Friday’s chapel was Praise and Worship with the presence of every single talented musical person at the school. But that’s not what I’m writing about. We sang a song that I have issues with. Not that I don’t like it or think it’s heretical or something like that. It just has “baggage”.
The song is “Heart of Worship” and I’ll probably break a thousand and one copyright laws by posting the lyrics here, so I won’t. But part of the chorus goes: “I’m coming back to the heart of worship/and it’s all about you/it’s all about you, Jesus…I’m sorry, Lord, for the thing I’ve made it/when it’s all about you/ it’s all about you, Jesus…”
Anyway…you get the general idea. It’s about how we shouldn’t be coming into worship expecting God to bless us, cuz worship is all about glorifying God. It was the theme song for our graduation service when I was in high school. Our entire high school youth group clambored up onto the steps of our church’s stage and sang along with the teen worship band, bland-faced with trembling hands holding bits of paper with the words on it. It was pathetic. The congregation enjoyed it though, since this was about the time the song was new, and the congregation appreciates most things the high school group collaborates on. It pissed me off.
As I was sitting at the black baby grand plunking along and breaking up chords when I could to fill in the fact that we didn’t know the song as well as we should, I was angry. I did not have the heart of worship. I saw the people standing up there and I was angry as all get out. I saw my friends who were involved in drugs singing about asking forgiveness for selfishness…when Friday/Saturday parties had left the crank stains on their fingers. I saw my peers singing about Jesus being King of their lives – who were so obsessed with themselves that they would rather shop online at Abercrombie for four hours at a time than spend an hour helping with a canned food drive. I saw my boyfriend. And I knew what we had been doing the night before…and we were singing about giving everything up to Jesus as worship. I knew I didn’t have anything to give up but sin, and I knew that the same was true for over half the people up there singing this song. There was a torrential downpouring of guilt, anger, and pride over the First Family piano that morning. Nobody deserved to be singing this song. But there was no way we would ever admit that. In our minds, it was better to just let everyone think we were doin alright…ploddin along in the spiritual rut. Because it’s all about what people think, right?
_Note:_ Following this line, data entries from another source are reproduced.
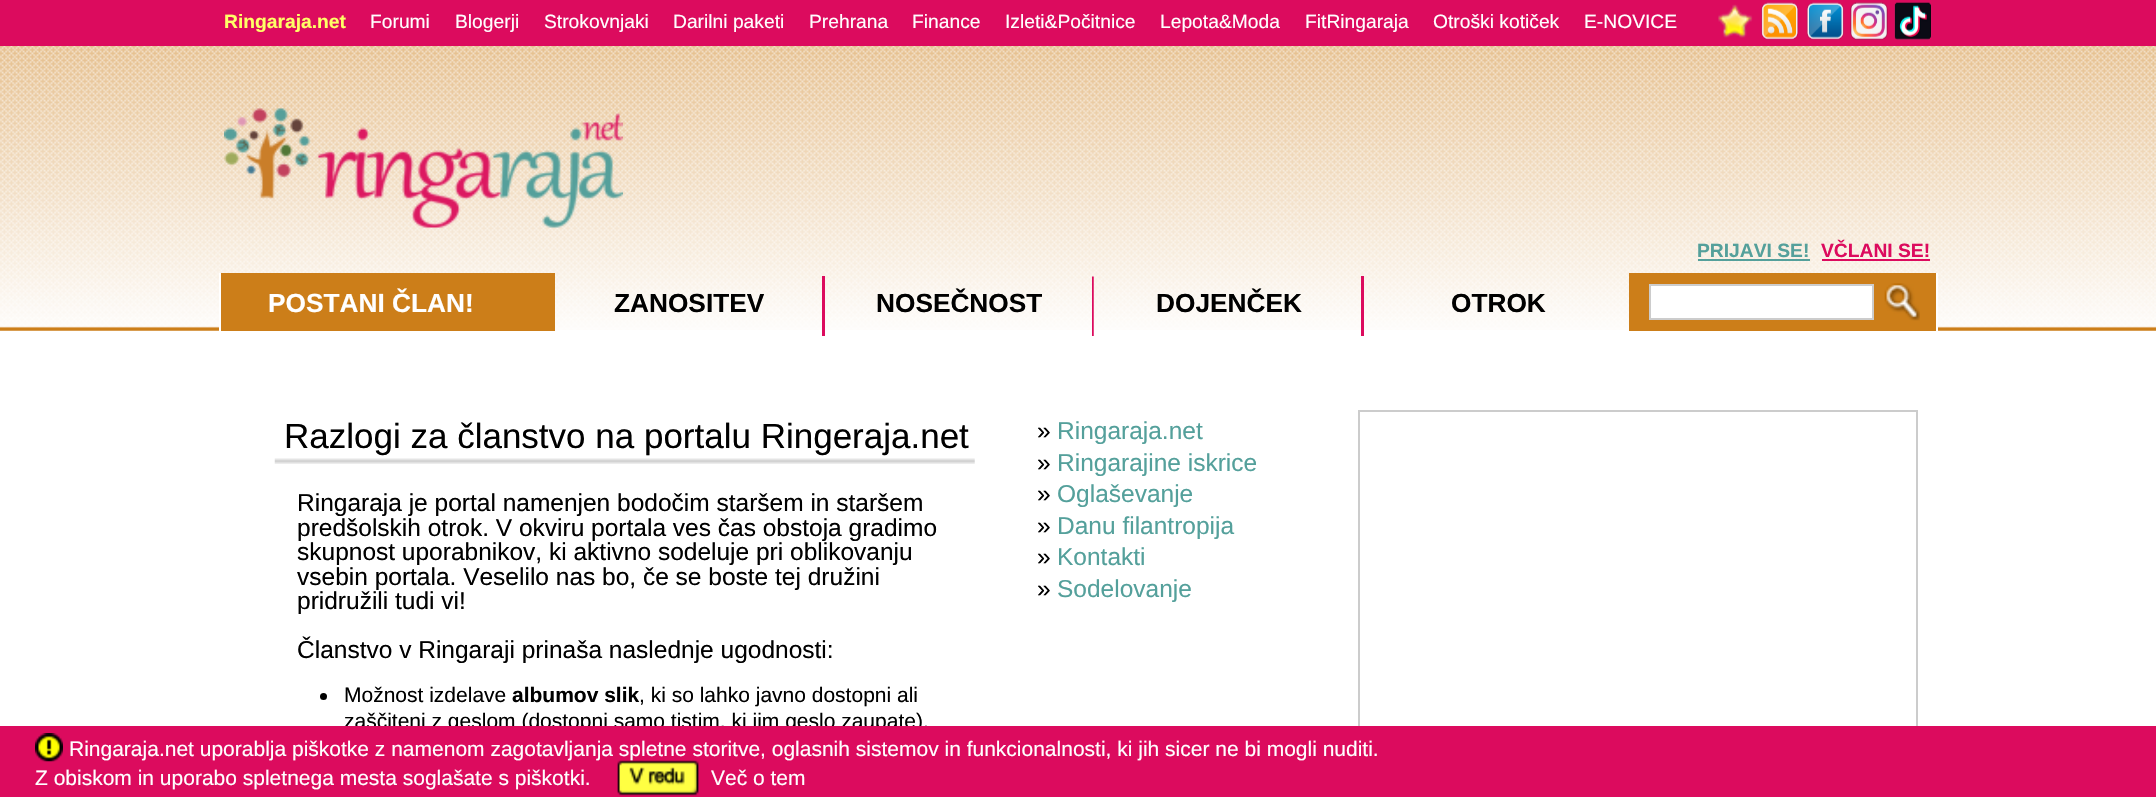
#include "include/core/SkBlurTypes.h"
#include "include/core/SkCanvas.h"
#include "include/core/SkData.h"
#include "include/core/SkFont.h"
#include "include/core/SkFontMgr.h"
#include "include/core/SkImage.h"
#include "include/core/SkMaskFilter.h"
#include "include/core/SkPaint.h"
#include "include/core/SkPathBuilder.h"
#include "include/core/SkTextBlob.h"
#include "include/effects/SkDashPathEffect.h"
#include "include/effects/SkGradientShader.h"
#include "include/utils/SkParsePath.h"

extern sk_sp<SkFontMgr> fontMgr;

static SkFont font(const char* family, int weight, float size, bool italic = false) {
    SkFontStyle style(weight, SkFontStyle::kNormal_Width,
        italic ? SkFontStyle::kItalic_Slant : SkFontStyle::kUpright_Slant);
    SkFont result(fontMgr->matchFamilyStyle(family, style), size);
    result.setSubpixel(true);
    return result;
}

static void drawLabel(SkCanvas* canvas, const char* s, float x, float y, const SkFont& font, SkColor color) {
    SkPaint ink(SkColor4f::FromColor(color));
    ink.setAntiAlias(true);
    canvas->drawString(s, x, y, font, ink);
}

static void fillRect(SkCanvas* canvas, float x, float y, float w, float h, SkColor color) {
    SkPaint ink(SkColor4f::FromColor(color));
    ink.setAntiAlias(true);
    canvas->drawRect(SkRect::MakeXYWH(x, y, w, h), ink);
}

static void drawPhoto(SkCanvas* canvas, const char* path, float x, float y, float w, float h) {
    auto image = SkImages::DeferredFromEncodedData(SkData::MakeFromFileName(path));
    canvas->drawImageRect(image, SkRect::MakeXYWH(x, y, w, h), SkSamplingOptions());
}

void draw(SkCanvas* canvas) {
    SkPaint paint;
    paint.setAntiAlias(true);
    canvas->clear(0xFFFFFFFF);
    drawPhoto(canvas, "assets/img1.png", 0, 46, 2156, 284);
    fillRect(canvas, 0, 0, 2156, 46, 0xFFDC0B5E);
    SkFont font1 = font("Liberation Sans", 700, 19.25f);
    drawLabel(canvas, "Ringaraja.net", 224, 28, font1, 0xFFFFFF66);
    SkFont font2 = font("Liberation Sans", 400, 19.25f);
    drawLabel(canvas, "Forumi", 370, 28, font2, 0xFFFFFFFF);
    drawLabel(canvas, "Blogerji", 455, 28, font2, 0xFFFFFFFF);
    drawLabel(canvas, "Strokovnjaki", 544, 28, font2, 0xFFFFFFFF);
    drawLabel(canvas, "Darilni paketi", 673, 28, font2, 0xFFFFFFFF);
    drawLabel(canvas, "Prehrana", 809, 28, font2, 0xFFFFFFFF);
    drawLabel(canvas, "Finance", 912, 28, font2, 0xFFFFFFFF);
    drawLabel(canvas, "Izleti&Počitnice", 1005, 28, font2, 0xFFFFFFFF);
    drawLabel(canvas, "Lepota&Moda", 1160, 28, font2, 0xFFFFFFFF);
    drawLabel(canvas, "FitRingaraja", 1305, 28, font2, 0xFFFFFFFF);
    drawLabel(canvas, "Otroški kotiček", 1433, 28, font2, 0xFFFFFFFF);
    drawLabel(canvas, "E-NOVICE", 1584, 28, font2, 0xFFFFFFFF);
    drawPhoto(canvas, "assets/img2.png", 1718, 4, 35, 34);
    drawPhoto(canvas, "assets/img3.png", 1761, 2, 38, 38);
    drawPhoto(canvas, "assets/img4.png", 1806, 2, 38, 38);
    drawPhoto(canvas, "assets/img5.png", 1850, 2, 38, 38);
    drawPhoto(canvas, "assets/img6.png", 1894, 2, 38, 38);
    drawPhoto(canvas, "assets/img7.png", 224, 108, 399, 120);
    drawLabel(canvas, "PRIJAVI SE!", 1697, 257, font1, 0xFF54A09B);
    fillRect(canvas, 1698, 259, 112, 2, 0xFF54A09B);
    drawLabel(canvas, "VČLANI SE!", 1821, 257, font1, 0xFFDC0B5E);
    fillRect(canvas, 1822, 259, 108, 2, 0xFFDC0B5E);
    fillRect(canvas, 221, 273, 334, 58, 0xFFCC7E19);
    fillRect(canvas, 219, 273, 2, 58, 0xFFFFFFFF);
    SkFont font3 = font("Liberation Sans", 700, 26.25f);
    drawLabel(canvas, "POSTANI ČLAN!", 268, 312, font3, 0xFFFFFFFF);
    drawLabel(canvas, "ZANOSITEV", 614, 312, font3, 0xFF000000);
    fillRect(canvas, 822, 276, 3, 60, 0xFFDC0B5E);
    drawLabel(canvas, "NOSEČNOST", 876, 312, font3, 0xFF000000);
    drawPhoto(canvas, "assets/img8.png", 1092, 276, 2, 60);
    drawLabel(canvas, "DOJENČEK", 1156, 312, font3, 0xFF000000);
    fillRect(canvas, 1361, 276, 3, 60, 0xFFDC0B5E);
    drawLabel(canvas, "OTROK", 1451, 312, font3, 0xFF000000);
    fillRect(canvas, 1629, 273, 307, 58, 0xFFCC7E19);
    fillRect(canvas, 1936, 273, 2, 58, 0xFFFFFFFF);
    paint.setColor(0xFFFFFFFF);
    canvas->drawRect(SkRect::MakeXYWH(1650, 285, 223, 34), paint);
    paint.setStroke(true);
    paint.setStrokeWidth(2);
    paint.setColor(0xFFCCCCCC);
    canvas->drawRect(SkRect::MakeXYWH(1650, 285, 223, 34), paint);
    drawPhoto(canvas, "assets/img9.png", 1884, 283, 36, 38);
    drawPhoto(canvas, "assets/img10.png", 0, 326, 219, 5);
    drawPhoto(canvas, "assets/img11.png", 1938, 326, 218, 5);
    drawPhoto(canvas, "assets/img12.png", 274, 458, 701, 6);
    SkFont font4 = font("Liberation Sans", 400, 35);
    drawLabel(canvas, "Razlogi za članstvo na portalu Ringeraja.net", 284, 448, font4, 0xFF000000);
    SkFont font5 = font("Liberation Sans", 400, 24.5f);
    drawLabel(canvas, "Ringaraja je portal namenjen bodočim staršem in staršem", 297, 511, font5, 0xFF000000);
    drawLabel(canvas, "predšolskih otrok. V okviru portala ves čas obstoja gradimo", 297, 536, font5, 0xFF000000);
    drawLabel(canvas, "skupnost uporabnikov, ki aktivno sodeluje pri oblikovanju", 297, 560, font5, 0xFF000000);
    drawLabel(canvas, "vsebin portala. Veselilo nas bo, če se boste tej družini", 297, 585, font5, 0xFF000000);
    drawLabel(canvas, "pridružili tudi vi!", 297, 609, font5, 0xFF000000);
    drawLabel(canvas, "Članstvo v Ringaraji prinaša naslednje ugodnosti:", 297, 658, font5, 0xFF000000);
    paint.setStroke(false);
    paint.setColor(0xFF000000);
    canvas->drawCircle(323.5f, 696.5f, 3.5f, paint);
    SkFont font6 = font("Liberation Sans", 400, 21);
    drawLabel(canvas, "Možnost izdelave", 344, 702, font6, 0xFF000000);
    SkFont font7 = font("Liberation Sans", 700, 21);
    drawLabel(canvas, "albumov slik", 512, 702, font7, 0xFF000000);
    drawLabel(canvas, ", ki so lahko javno dostopni ali", 639, 702, font6, 0xFF000000);
    drawLabel(canvas, "zaščiteni z geslom (dostopni samo tistim, ki jim geslo zaupate).", 344, 728, font6, 0xFF000000);
    drawLabel(canvas, "»", 1037, 439, font5, 0xFF000000);
    drawLabel(canvas, "Ringaraja.net", 1057, 439, font5, 0xFF54A09B);
    drawLabel(canvas, "»", 1037, 471, font5, 0xFF000000);
    drawLabel(canvas, "Ringarajine iskrice", 1057, 471, font5, 0xFF54A09B);
    drawLabel(canvas, "»", 1037, 502, font5, 0xFF000000);
    drawLabel(canvas, "Oglaševanje", 1057, 502, font5, 0xFF54A09B);
    drawLabel(canvas, "»", 1037, 534, font5, 0xFF000000);
    drawLabel(canvas, "Danu filantropija", 1057, 534, font5, 0xFF54A09B);
    drawLabel(canvas, "»", 1037, 565, font5, 0xFF000000);
    drawLabel(canvas, "Kontakti", 1057, 565, font5, 0xFF54A09B);
    drawLabel(canvas, "»", 1037, 597, font5, 0xFF000000);
    drawLabel(canvas, "Sodelovanje", 1057, 597, font5, 0xFF54A09B);
    paint.setStroke(true);
    paint.setColor(0xFFCCCCCC);
    canvas->drawRect(SkRect::MakeXYWH(1359, 411, 558, 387), paint);
    fillRect(canvas, 0, 726, 2156, 71, 0xFFDC0B5E);
    drawPhoto(canvas, "assets/img13.png", 35, 733, 28, 29);
    drawLabel(canvas, "Ringaraja.net uporablja piškotke z namenom zagotavljanja spletne storitve, oglasnih sistemov in funkcionalnosti, ki jih sicer ne bi mogli nuditi.", 69, 756, font6, 0xFFFFFFFF);
    drawLabel(canvas, "Z obiskom in uporabo spletnega mesta soglašate s piškotki.", 35, 785, font6, 0xFFFFFFFF);
    drawPhoto(canvas, "assets/img14.png", 617, 760, 82, 36);
    drawLabel(canvas, "Več o tem", 711, 785, font6, 0xFFFFFFFF);
}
I’ll admit to you, that I continued through the day with that attitude. I continued through the summer with that attitude. I know that the majority, if not all, of us in that group of stumbling angels continued on with our sin until God brought various brick walls in our lives. Those brick walls being pregnancies, jail time, confrontation by pastors and parents, suicide. But that song means something else to me now, looking back at it.
It’s all about Jesus. The reason we’re singing is that He’s awesome. God is awesome. In spite of all that disgusting sin going on all around that little time slot of pretended spirituality, He loves us and saved us, and paid for all those sins. Even though we’re dirty, filthy, raunchy little boogers, He still did it…knowing that a lot of us would outright reject Him. That’s why I’ll still sing that song…and all the others, even if I know things aren’t right with me ‘n Him. First, as a reminder that I need to recognize I suck. Second, as a reminder that God still loves me even though I suck. Third, as a response to that love and the sacrifice made so that love could be consumated. I sing…in spite of.